PROBLEM STATEMENT :: Gather up every line from the entries below that uses the word "other".

ENTRIES SUPPLIED: Begin

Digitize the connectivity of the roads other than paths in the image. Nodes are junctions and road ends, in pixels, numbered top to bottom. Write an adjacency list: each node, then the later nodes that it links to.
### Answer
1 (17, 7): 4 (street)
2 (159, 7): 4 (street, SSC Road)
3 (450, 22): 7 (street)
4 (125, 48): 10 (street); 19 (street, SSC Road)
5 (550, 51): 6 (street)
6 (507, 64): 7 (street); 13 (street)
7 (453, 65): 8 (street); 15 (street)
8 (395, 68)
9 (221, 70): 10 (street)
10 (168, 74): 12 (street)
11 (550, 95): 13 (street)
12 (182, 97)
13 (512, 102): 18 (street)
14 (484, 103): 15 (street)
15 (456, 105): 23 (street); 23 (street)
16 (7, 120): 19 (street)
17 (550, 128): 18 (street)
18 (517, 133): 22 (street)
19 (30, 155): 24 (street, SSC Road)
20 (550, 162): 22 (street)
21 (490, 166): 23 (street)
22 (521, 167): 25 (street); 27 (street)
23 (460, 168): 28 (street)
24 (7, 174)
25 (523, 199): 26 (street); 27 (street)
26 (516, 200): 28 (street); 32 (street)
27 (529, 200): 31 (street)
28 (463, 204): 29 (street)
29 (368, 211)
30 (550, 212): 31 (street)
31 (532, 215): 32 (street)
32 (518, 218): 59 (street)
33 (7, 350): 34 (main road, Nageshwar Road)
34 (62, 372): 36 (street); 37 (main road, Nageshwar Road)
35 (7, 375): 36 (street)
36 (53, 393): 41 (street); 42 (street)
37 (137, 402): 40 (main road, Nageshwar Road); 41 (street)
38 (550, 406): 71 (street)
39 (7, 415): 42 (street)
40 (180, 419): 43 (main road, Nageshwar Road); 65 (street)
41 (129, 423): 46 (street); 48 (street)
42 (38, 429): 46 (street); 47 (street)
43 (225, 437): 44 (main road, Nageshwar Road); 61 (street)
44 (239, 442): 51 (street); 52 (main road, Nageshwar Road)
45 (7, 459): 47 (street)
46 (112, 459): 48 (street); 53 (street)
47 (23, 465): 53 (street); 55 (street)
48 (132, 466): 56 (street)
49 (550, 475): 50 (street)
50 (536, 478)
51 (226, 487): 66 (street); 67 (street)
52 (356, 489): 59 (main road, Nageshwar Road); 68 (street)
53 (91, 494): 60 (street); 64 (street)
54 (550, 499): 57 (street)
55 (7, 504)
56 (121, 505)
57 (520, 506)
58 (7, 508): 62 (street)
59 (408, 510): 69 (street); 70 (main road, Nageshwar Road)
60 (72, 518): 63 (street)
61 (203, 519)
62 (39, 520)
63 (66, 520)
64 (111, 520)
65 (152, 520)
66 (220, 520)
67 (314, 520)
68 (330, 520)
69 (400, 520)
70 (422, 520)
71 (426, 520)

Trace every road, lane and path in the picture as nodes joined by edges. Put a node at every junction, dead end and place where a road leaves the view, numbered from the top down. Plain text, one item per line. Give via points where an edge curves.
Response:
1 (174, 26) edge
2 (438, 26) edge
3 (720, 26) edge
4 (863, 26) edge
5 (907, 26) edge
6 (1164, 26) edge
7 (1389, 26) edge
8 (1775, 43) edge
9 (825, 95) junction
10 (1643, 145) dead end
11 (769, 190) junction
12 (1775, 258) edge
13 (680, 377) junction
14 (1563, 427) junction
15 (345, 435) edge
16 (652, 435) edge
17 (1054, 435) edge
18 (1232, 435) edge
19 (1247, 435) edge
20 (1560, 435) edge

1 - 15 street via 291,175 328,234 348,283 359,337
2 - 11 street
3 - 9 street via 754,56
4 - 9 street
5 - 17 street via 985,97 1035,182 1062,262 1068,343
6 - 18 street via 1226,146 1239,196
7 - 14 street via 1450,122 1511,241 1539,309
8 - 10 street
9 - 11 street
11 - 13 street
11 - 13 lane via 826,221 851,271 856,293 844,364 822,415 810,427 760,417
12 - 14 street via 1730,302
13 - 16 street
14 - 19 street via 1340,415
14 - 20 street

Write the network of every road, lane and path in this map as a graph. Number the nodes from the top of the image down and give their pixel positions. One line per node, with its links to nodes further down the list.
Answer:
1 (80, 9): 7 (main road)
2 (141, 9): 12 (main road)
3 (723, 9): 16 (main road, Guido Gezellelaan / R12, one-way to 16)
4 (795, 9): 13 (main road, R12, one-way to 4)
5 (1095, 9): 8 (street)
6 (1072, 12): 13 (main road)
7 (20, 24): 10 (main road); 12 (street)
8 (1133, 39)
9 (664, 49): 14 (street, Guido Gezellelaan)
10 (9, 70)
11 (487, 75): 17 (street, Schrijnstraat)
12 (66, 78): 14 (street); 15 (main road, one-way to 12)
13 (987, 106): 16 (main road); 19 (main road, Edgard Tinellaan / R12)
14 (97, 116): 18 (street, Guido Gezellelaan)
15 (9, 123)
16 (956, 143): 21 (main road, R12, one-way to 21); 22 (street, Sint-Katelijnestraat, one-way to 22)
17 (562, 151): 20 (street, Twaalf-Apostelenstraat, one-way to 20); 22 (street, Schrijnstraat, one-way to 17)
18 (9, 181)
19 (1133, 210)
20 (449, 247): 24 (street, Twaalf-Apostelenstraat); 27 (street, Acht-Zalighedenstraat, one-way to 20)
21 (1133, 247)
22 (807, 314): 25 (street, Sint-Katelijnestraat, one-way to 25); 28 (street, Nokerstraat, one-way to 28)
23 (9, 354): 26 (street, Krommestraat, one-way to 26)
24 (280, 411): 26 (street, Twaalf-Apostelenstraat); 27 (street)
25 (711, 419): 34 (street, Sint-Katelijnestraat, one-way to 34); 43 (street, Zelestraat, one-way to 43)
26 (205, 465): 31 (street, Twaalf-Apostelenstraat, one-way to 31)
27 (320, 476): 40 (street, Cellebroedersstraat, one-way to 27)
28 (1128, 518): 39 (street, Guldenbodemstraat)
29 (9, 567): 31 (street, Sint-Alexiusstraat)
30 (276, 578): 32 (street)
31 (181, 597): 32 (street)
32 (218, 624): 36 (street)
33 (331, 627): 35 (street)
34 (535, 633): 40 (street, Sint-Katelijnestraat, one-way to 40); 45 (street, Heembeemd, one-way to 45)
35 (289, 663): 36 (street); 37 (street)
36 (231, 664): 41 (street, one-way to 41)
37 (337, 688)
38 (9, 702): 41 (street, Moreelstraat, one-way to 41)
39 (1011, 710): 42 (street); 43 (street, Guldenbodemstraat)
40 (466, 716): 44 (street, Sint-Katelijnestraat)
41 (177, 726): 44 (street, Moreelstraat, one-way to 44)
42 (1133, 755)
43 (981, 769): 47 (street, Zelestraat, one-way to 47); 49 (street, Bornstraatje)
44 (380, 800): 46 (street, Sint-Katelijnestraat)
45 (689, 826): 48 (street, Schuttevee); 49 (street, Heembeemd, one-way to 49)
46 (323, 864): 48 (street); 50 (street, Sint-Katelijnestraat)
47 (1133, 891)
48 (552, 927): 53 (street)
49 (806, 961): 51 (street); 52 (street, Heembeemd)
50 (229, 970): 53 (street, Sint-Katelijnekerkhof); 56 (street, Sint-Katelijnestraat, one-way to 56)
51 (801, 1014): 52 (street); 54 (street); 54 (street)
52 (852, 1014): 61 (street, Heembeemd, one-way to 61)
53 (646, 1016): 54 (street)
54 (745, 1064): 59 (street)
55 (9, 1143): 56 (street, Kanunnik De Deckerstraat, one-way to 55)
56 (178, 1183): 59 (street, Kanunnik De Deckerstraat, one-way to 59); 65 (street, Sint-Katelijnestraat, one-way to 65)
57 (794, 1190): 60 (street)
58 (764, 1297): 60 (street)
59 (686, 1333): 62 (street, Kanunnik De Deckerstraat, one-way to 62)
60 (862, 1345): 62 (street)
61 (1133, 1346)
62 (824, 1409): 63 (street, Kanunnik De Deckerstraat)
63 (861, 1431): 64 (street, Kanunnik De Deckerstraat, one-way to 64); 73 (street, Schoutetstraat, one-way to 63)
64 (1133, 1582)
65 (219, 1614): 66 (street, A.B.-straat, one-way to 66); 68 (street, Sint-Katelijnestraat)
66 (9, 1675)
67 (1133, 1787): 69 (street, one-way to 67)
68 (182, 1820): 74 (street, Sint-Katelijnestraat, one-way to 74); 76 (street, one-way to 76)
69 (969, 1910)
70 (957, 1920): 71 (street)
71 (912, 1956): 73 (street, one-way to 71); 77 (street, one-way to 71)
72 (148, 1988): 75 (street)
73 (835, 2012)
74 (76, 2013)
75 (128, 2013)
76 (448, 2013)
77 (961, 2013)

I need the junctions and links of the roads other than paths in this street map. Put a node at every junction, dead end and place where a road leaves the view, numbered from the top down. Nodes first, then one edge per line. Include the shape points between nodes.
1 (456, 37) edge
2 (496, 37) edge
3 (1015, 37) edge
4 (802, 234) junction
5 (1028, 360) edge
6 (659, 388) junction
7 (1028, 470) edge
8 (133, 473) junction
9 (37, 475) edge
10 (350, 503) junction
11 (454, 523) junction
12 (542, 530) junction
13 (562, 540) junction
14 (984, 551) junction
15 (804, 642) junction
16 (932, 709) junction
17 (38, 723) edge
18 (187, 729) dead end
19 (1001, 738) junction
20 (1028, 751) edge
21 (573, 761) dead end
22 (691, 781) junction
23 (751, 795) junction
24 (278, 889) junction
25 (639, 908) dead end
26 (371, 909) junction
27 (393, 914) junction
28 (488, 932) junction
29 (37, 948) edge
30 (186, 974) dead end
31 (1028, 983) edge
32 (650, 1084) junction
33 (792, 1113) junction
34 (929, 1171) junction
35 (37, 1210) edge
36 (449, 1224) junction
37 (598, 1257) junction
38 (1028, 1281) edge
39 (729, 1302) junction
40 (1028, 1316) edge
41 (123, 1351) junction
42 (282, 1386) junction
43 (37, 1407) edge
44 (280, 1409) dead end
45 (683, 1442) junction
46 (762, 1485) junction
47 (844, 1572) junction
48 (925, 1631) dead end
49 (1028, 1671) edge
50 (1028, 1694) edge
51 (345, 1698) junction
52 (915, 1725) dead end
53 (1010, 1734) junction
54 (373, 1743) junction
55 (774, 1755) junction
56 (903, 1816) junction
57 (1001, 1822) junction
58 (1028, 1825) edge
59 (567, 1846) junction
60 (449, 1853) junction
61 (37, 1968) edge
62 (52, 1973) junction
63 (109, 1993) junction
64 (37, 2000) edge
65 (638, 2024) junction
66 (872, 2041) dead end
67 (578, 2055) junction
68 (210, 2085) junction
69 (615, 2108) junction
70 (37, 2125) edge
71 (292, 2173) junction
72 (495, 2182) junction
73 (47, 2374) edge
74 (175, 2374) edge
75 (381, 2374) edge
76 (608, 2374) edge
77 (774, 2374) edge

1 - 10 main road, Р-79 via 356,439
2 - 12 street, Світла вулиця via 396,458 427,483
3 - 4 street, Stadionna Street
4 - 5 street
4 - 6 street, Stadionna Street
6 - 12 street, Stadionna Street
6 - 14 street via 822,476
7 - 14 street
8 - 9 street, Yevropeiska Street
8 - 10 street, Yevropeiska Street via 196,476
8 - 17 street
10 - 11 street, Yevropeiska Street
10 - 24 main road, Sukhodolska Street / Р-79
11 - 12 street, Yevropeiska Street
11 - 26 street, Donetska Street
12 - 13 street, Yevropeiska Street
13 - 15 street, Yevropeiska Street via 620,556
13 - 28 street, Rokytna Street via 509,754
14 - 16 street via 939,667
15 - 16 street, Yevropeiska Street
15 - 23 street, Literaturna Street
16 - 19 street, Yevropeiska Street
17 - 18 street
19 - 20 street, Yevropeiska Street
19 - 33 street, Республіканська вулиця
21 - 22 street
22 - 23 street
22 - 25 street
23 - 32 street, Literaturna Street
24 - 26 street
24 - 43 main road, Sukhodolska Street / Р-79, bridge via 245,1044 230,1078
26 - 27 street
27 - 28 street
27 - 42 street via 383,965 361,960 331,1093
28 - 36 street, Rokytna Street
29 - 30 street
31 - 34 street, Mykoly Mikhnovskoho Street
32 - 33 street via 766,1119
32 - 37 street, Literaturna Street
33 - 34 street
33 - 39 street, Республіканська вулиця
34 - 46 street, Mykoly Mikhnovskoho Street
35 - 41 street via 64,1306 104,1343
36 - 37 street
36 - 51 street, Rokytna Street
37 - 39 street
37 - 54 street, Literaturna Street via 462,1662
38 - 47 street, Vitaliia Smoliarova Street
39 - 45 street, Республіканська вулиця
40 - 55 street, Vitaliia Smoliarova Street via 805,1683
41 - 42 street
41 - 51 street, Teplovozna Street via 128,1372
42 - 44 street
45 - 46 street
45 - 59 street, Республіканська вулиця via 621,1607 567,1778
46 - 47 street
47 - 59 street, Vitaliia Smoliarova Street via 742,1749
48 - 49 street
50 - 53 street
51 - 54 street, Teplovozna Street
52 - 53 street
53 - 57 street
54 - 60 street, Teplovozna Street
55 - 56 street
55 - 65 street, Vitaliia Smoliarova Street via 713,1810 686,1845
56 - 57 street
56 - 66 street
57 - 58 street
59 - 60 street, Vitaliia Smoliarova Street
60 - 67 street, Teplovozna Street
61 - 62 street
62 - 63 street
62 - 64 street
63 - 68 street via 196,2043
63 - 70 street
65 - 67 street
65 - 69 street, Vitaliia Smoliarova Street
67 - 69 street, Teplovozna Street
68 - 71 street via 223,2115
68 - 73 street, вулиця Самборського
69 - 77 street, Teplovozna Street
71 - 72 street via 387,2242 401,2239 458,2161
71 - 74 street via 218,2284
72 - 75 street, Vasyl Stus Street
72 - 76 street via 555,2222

ENTRIES SUPPLIED: End

REPLY ::
Digitize the connectivity of the roads other than paths in the image. Nodes are junctions and road ends, in pixels, numbered top to bottom. Write an adjacency list: each node, then the later nodes that it links to.
I need the junctions and links of the roads other than paths in this street map. Put a node at every junction, dead end and place where a road leaves the view, numbered from the top down. Nodes first, then one edge per line. Include the shape points between nodes.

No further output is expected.